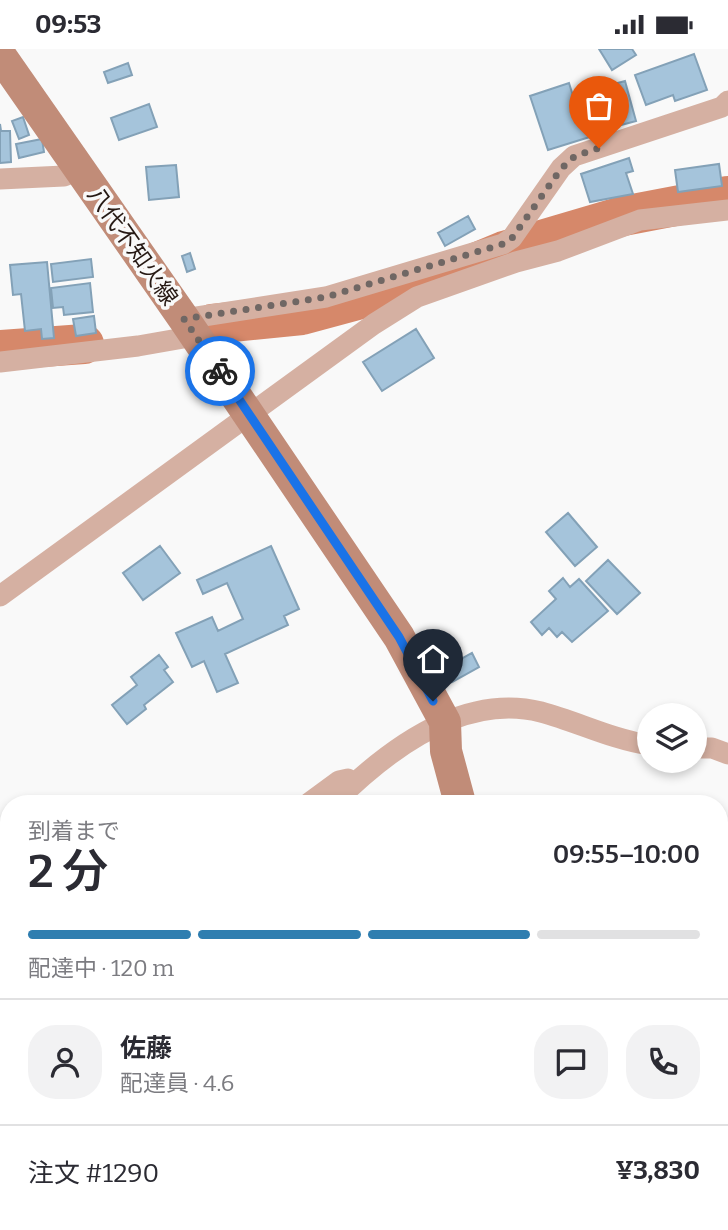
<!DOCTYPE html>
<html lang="ja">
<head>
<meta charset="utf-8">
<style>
	body { margin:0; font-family:Bitter,"Noto Sans JP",serif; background:#f2f2f3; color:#2b2b33; height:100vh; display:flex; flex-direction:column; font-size:26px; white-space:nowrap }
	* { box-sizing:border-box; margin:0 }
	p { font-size:23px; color:#7c7c81 }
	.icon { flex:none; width:38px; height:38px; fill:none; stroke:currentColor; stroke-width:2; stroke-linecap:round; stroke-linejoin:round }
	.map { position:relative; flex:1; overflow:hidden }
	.side { position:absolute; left:0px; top:746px; width:728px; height:436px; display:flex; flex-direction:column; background:#fff; border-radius:28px 28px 0 0; box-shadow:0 4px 10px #0003 }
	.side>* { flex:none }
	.tools { position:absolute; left:637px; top:654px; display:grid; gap:14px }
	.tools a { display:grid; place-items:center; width:70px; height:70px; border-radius:50%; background:#fff; box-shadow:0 4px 10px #0003; font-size:35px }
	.pin { position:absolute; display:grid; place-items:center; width:60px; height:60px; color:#fff; margin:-72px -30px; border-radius:50% 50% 50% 0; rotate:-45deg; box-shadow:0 0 7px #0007 }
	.pin .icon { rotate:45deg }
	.courier { position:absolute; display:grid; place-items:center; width:70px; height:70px; margin:-35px; border:5px solid #1a73e8; border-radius:50%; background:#fff; color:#222; box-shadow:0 2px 9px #0007 }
	.overview em { font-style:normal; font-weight:600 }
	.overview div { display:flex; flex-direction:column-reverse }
	.overview { display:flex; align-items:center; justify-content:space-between; height:119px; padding:0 28px }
	h1 { font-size:46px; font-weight:600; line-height:52px }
	.bar { display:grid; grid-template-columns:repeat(4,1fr); gap:10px 7px; align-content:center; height:84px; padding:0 28px }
	.bar i { height:9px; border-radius:5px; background:#e1e1e2 }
	.bar .active { background:#2f7eb0 }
	.bar p { grid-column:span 4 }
	.line { display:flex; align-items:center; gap:18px; padding:0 28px; border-top:2px solid #e1e1e2 }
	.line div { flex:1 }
	.round { display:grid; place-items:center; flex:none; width:74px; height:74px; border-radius:28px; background:#f2f2f3 }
	.status { display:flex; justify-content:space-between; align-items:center; height:49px; padding:0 35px; background:#fff; direction:ltr }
	.status svg { height:19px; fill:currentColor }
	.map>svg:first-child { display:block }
</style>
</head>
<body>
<div class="status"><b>09:53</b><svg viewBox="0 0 49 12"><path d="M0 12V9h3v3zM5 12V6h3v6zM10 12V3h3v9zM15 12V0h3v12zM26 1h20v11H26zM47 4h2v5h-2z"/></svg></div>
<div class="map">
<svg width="728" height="1181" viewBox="0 0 728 1181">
	<rect width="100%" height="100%" fill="#f9f9f9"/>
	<path fill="#d6886a" d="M728,819V1181H0V1060L9,1055V1172H719V820Z"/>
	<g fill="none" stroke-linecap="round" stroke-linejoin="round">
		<path stroke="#d6886a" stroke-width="40" d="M212,275L302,266L439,229L504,202L623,167L728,147
			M0,301L84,295"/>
	</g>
	<path fill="#a5c4db" stroke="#83a1b7" stroke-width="2" d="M599,0H632L636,6L612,21Z
		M694,5L707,41L675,52L673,46L646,56L635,26Z
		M128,14L132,26L108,34L104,23Z
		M625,32L636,72L599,82L588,42Z
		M569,34L574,50L583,47L596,86L548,101L530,47Z
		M149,55L157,78L119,91L111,69Z
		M23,68L29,86L19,90L12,72Z
		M0,75L1,82H10L11,113L0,114Z
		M42,90L44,103L19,109L16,95Z
		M629,109L633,122L626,124L633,145L590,153L581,125Z
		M719,115L722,137L678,143L675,121Z
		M176,116L179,148L149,151L146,118Z
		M468,167L475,180L445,197L438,184Z
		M190,204L195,220L187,223L182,207Z
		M91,210L93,228L53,233L51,215Z
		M47,213L54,289L42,290L41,280L25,282L21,245L13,246L10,216Z
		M90,234L93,263L64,266L63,258L53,259L51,239Z
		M94,267L96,284L76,287L73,270Z
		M416,280L434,309L382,342L363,313Z
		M568,464L597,498L575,517L546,483Z
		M160,497L180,524L143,551L123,524Z
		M271,497L299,560L284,567L288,576L225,605L238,634L217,643L204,612L192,618L176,584L212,568L218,582L243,570L227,534L203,545L197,531Z
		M608,511L640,544L617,565L586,532Z
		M563,529L570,538L579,530L608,562L572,593L562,583L557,588L549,579L542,586L531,573L556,550L549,542Z
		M472,604L479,618L452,633L445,619Z
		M159,606L168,618L164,621L173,633L144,656L146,660L127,675L112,656L137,636L131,628Z
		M0,904L9,915V932L2,937Z
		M9,937V953L0,959V943Z"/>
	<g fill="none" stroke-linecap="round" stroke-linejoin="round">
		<path stroke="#d5b0a2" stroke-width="21" d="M0,130L64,127L79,121
			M184,270L326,248L503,195L512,189L561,119L574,107L722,58L728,52
			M0,313L138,297L195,287
			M0,547L374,275L417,248L516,213L558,202L640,171L728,161
			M695,699H712L728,705
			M309,754L339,732L348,730
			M334,754C386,702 462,643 541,663C578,673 611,690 649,696
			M0,1014L9,1005"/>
		<path stroke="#c18c78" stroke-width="32" d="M0,6L184,270L399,588L445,673L446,702L460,754
			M504,1172L505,1181"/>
	</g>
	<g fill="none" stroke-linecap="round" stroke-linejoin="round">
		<path stroke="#706764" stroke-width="7" stroke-dasharray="0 12.6" d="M220,322L184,270L326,248L503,195L512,189L561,120L575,107L599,99"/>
		<path stroke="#1a73e8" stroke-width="9" d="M220,322L399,588L433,652"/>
	</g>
	<g text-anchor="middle" stroke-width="7" stroke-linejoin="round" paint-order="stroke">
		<g font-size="23" fill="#261914" stroke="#f9f9f9">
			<text transform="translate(133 197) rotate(55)" y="8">八代不知火線</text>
		</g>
	</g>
</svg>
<div class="tools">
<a><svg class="icon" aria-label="layers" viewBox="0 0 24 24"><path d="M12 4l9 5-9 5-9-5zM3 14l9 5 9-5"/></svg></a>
</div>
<div class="pin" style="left:599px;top:99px;background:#ea580c"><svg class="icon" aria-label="bag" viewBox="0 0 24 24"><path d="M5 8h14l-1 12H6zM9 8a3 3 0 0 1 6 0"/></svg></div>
<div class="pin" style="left:433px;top:652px;background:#1f2937"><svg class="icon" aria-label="home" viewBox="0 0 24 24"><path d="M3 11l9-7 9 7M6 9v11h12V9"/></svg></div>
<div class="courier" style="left:220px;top:322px"><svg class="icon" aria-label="bike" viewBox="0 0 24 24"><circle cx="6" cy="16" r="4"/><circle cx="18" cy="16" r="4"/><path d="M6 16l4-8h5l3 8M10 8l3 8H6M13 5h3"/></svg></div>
<section class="side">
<div class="overview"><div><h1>2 分</h1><p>到着まで</p></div><em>09:55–10:00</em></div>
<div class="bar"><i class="active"></i><i class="active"></i><i class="active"></i><i></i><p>配達中 · 120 m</p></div>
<div class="line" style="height:126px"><a class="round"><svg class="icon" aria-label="person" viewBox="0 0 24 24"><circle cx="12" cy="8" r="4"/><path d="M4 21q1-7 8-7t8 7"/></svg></a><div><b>佐藤</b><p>配達員 · 4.6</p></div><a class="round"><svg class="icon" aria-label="chat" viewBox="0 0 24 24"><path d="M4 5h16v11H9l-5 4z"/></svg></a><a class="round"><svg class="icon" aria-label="phone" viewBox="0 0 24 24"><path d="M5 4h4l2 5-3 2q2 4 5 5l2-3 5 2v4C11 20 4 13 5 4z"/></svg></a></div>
<div class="line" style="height:91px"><div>注文 #1290</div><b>¥3,830</b></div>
</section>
</div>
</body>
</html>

(Exercise aim): Using the material, show each line where the string "tools" can be found.

(Completed task):
	.tools { position:absolute; left:637px; top:654px; display:grid; gap:14px }
	.tools a { display:grid; place-items:center; width:70px; height:70px; border-radius:50%; background:#fff; box-shadow:0 4px 10px #0003; font-size:35px }
<div class="tools">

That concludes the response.